In the summer of 2008, in a matter of weeks, my neck officially hit a 90-degree angle. I could not drive. I could barely let my dogs, Lincoln and Wesley, out in the backyard. Liz was traveling for an extended period for work, so I was on my own and had to rely on a grocery store delivery service to eat and drink. I didn’t want to ask for help or even tell people what was happening, because I didn’t want clients to know that I was working from bed. I feared that they would question whether I was able to do great work on their behalf. I did not want my friends to see me in such a weakened condition. And, finally, I did not want to worry my parents.

Soon Liz returned from far off lands to help in my search for a doctor.

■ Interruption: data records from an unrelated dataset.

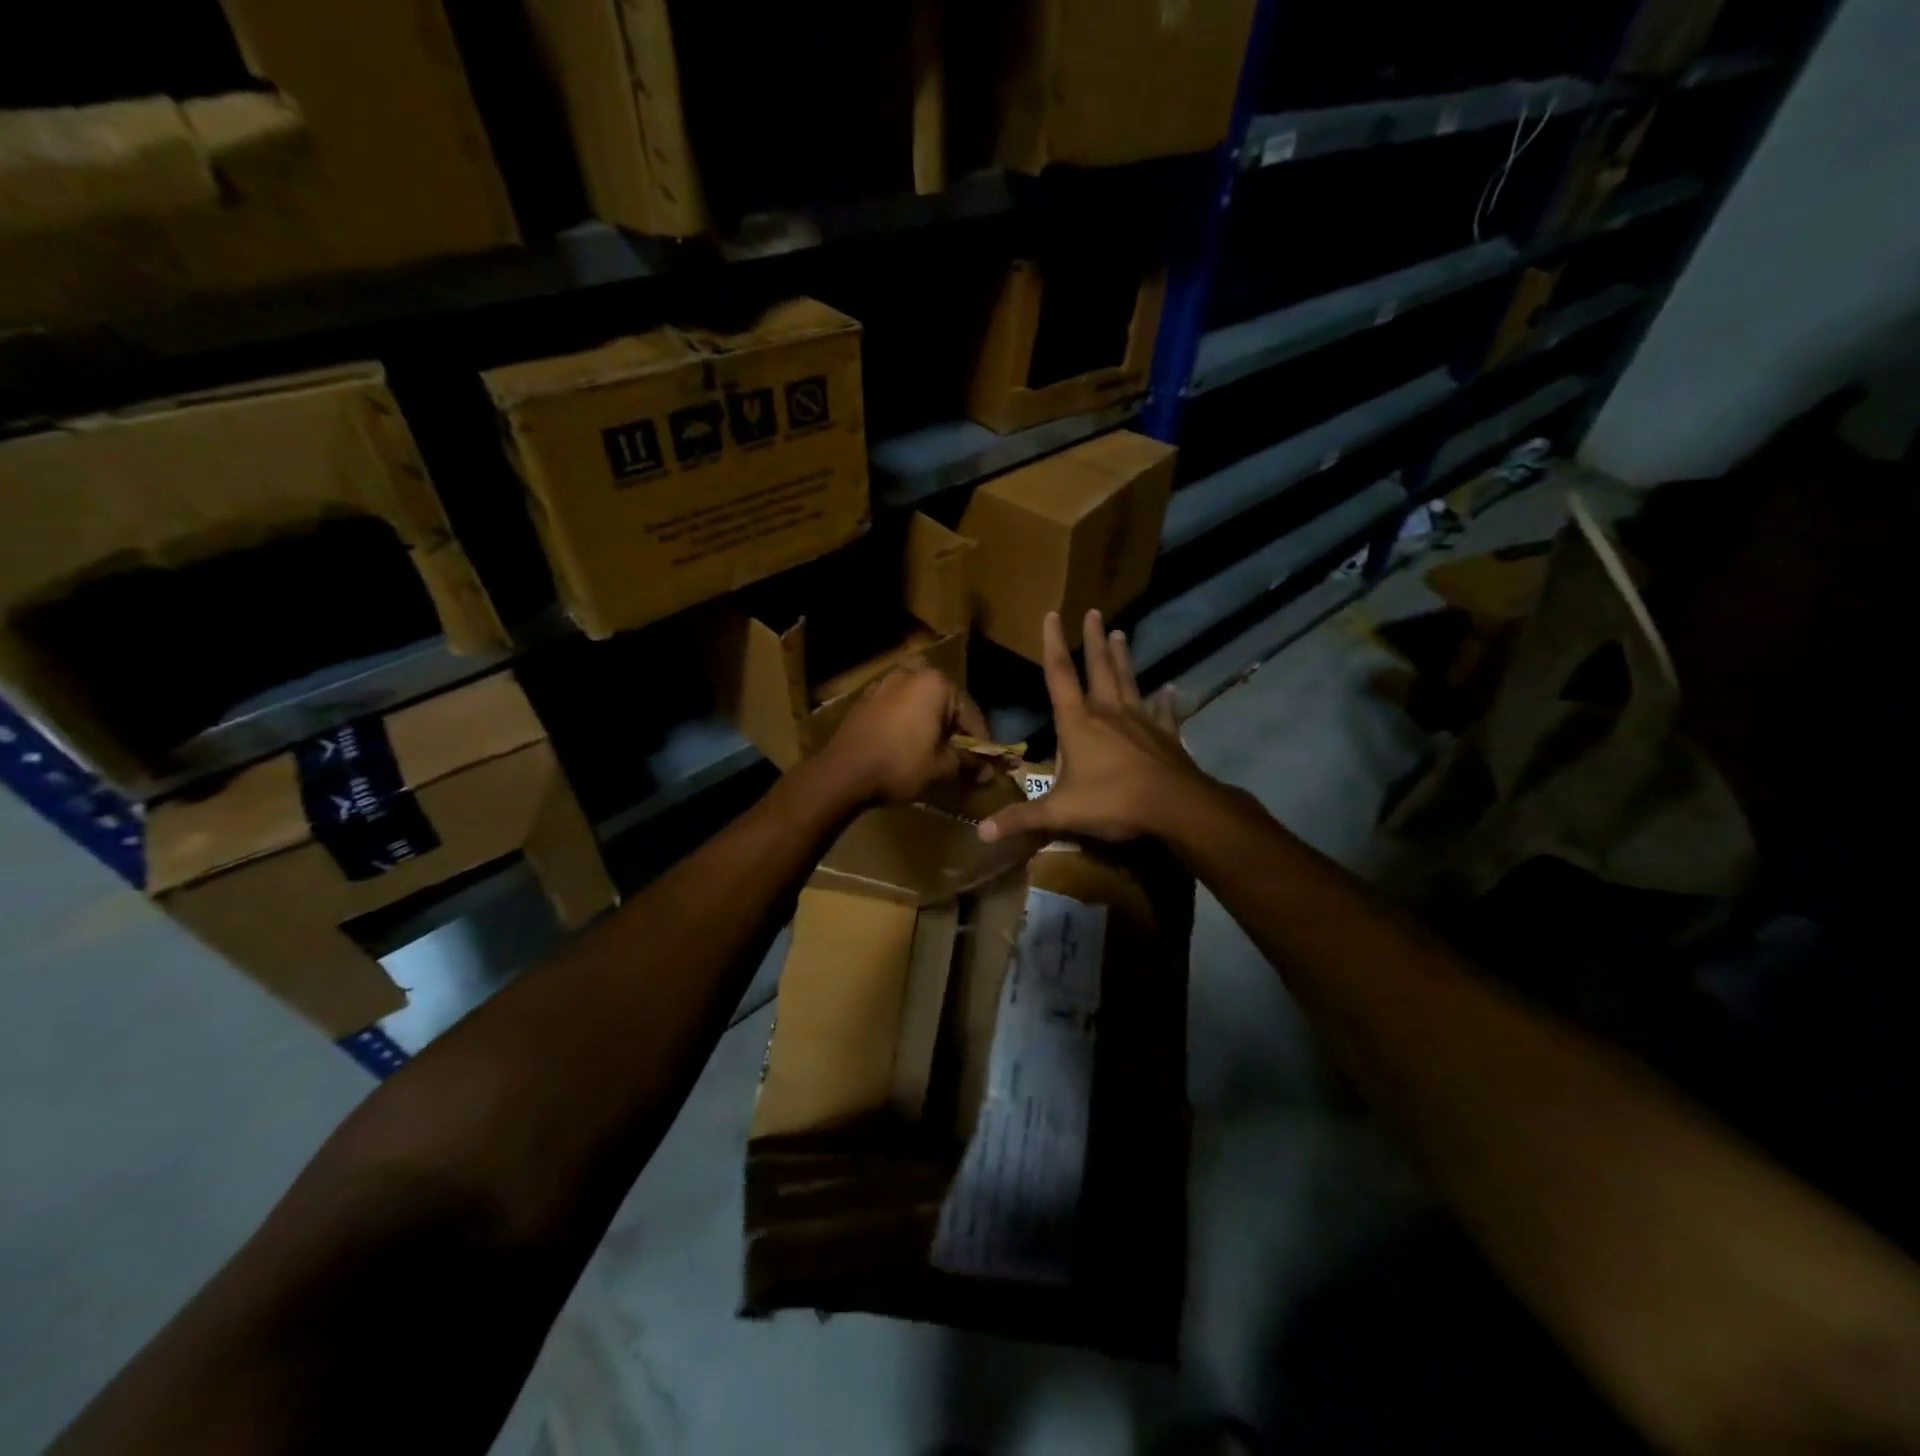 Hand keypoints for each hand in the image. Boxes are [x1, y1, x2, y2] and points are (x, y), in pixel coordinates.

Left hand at [818, 662, 991, 806]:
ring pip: (921, 707)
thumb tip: (988, 772)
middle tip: (963, 760)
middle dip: (955, 732)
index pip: (971, 715)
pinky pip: (899, 710)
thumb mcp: (942, 767)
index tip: (987, 765)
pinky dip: (909, 725)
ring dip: (931, 728)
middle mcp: (911, 674)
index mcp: (936, 683)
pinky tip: (910, 748)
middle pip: (945, 706)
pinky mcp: (866, 699)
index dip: (981, 743)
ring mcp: (885, 683)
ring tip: (937, 755)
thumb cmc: (900, 764)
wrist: (843, 772)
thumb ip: (968, 764)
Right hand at [978, 610, 1207, 844]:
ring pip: (1129, 680)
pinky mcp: (1166, 735)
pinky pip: (1165, 712)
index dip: (1052, 644)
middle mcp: (1108, 712)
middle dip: (1092, 640)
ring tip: (1120, 632)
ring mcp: (1141, 720)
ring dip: (1122, 657)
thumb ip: (1022, 819)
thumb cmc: (1112, 802)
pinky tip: (1170, 689)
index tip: (1052, 614)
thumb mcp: (1060, 813)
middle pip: (1098, 668)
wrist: (1174, 807)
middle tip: (1093, 612)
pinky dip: (1166, 700)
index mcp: (1078, 722)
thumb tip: (982, 832)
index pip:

She and I went to see a highly regarded neurologist for my first Botox treatment. Botox is used as a nerve blocker. At this point, we still didn’t know what was causing my contortions, but the plan was to stop my muscles from twisting me in knots by silencing the signals being sent to those muscles. We asked the doctor many questions because his plan was to inject my neck on the left side when it was clear that the muscles on the right side were the ones that were misfiring. Liz is a physical therapist. She pressed him, and he insisted that the shots should go on the left side. He injected me with two vials of Botox (10 to 15 shots).